This Week in Rockland: Newspaper Excerpts: Flashback Friday: Week of March 29

2024-03-29 TWIR Image-Mowbray-Clarke

March 28, 1874 – 150 YEARS AGO
Rockland County Journal

       On Wednesday of this week, while Freddie, the only child of Daniel B. Van Houten, was riding on a heavily loaded wagon, on Broadway, near Sturtevant’s Piano Factory, he fell off, and both wheels of the vehicle passed over his body. Dr. Polhemus was called in and rendered all the assistance in his power, and we are happy to say that the lad is doing well after being flattened out by at least fifteen hundred pounds.

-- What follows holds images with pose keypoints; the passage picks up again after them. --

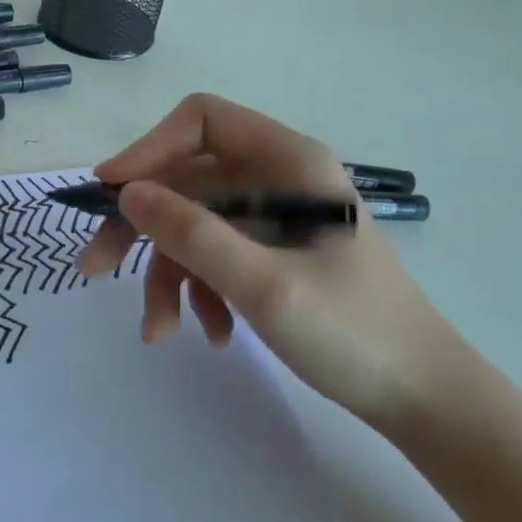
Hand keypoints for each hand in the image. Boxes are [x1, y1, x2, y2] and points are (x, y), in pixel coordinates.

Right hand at [75, 94, 461, 430]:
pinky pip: (213, 254)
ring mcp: (272, 217)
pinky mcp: (270, 252)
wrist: (426, 401)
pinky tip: (209, 333)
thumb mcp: (264, 285)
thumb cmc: (355, 333)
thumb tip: (126, 193)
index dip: (149, 148)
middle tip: (95, 267)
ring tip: (158, 330)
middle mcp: (275, 178)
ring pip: (192, 223)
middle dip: (141, 225)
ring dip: (166, 273)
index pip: (200, 121)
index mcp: (286, 161)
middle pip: (185, 178)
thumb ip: (193, 235)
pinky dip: (197, 290)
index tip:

March 28, 1934 90 YEARS AGO
Rockland County Journal-News

TO PRESERVE BEAUTY SPOTS IN ROCKLAND — Supervisors Name Mrs. Mowbray-Clarke to Assist County Engineer Allison in Work
[Image: Mary Helena Bothwell Mowbray-Clarke (née Horgan). Pastel portrait by William Bruckner. HSRC Collection.]
       Mrs. Mary Mowbray-Clarke of South Mountain road, New City, was yesterday appointed by the Board of Supervisors to the office of landscape consultant to County Engineer Allison. Her salary has not been fixed pending developments in the reorganization of the relief bureau that is to take over work projects on April first now carried on under Civil Works.
       Mrs. Clarke’s appointment to the office was made after she had presented a comprehensive report of her work as a C[ivil] W[orks] A[dministration] employe in making a preliminary inspection and survey of the landscaping possibilities along the county’s highways and the development of a park and Dutch gardens to the rear of the courthouse. Mrs. Clarke supplemented her report with a collection of maps and pictures she made with her study of the problems during the past eleven weeks. Her report so impressed the supervisors that Republicans and Democrats alike in the board were quick to suggest that her work be continued, which later led to her appointment to the office.
       Mrs. Clarke disclosed that a speech on roadside protection and beautification which she made December 8 before the Rockland County Good Roads Association is being published by the conservation chairman of the Garden Club of America for use of roadside committees all over the country. Following this presentation to the good roads body Mrs. Clarke was asked by County Engineer Allison to take a CWA job in his office and begin the collection of material helpful in preserving all the natural beauties while necessary road work was being done.
       Mrs. Clarke said Mr. Allison was familiar with the type of work she desired to suggest, having followed with interest the development of it in all states adjoining New York and in Westchester County.
       Briefly, Mrs. Clarke outlined that she has studied the county road map and the county soil map with a view to getting the fundamental forms and shapes of the roads and the kinds of vegetation characteristic of special parts. She enumerated nine different studies that she had hoped to do or as much of it as could be done under the unusual conditions of the Winter,  “uncertain availability of labor, un-accustomedness of the ideas on the part of the road bosses and her own uncertain tenure of the job.”       Mrs. Clarke said she drove slowly over all roads to be changed in any way to study new rights of way. Her plan she outlined as follows:
       “On the jobs themselves, watch over all removal of the precious top-soil and all plant-material and rocks useful in restoring the banks after grading. See that old stone walls were not destroyed, trees or shrubs cut, fires burned in the wrong places, etc.
       “Study the outward views from all open points and the unfolding pictures in front so that the tree framing would be of the best possible.
       “Trimming trees properly and removing dead ones, removing all posters on trees, fences and stones along the right of way, covering dumps with the less useful fill, getting people to straighten up their mail boxes and remove old shacks along the road, abandoned road-stands, etc.
       “Try to have old pieces of abandoned road bed torn up and retreated with soil and plantings.
       “Seeing that direction signs are as good looking as possible and not placed badly in relation to scenic objects as they so often are.
       “Influencing wherever possible gas station and roadstand owners to clean up and plant their places with shrubs and flowers instead of signs.
       “Cleaning up old cemeteries wherever they are a roadside feature, restoring them to dignity and neatness as part of our inherited landscape.”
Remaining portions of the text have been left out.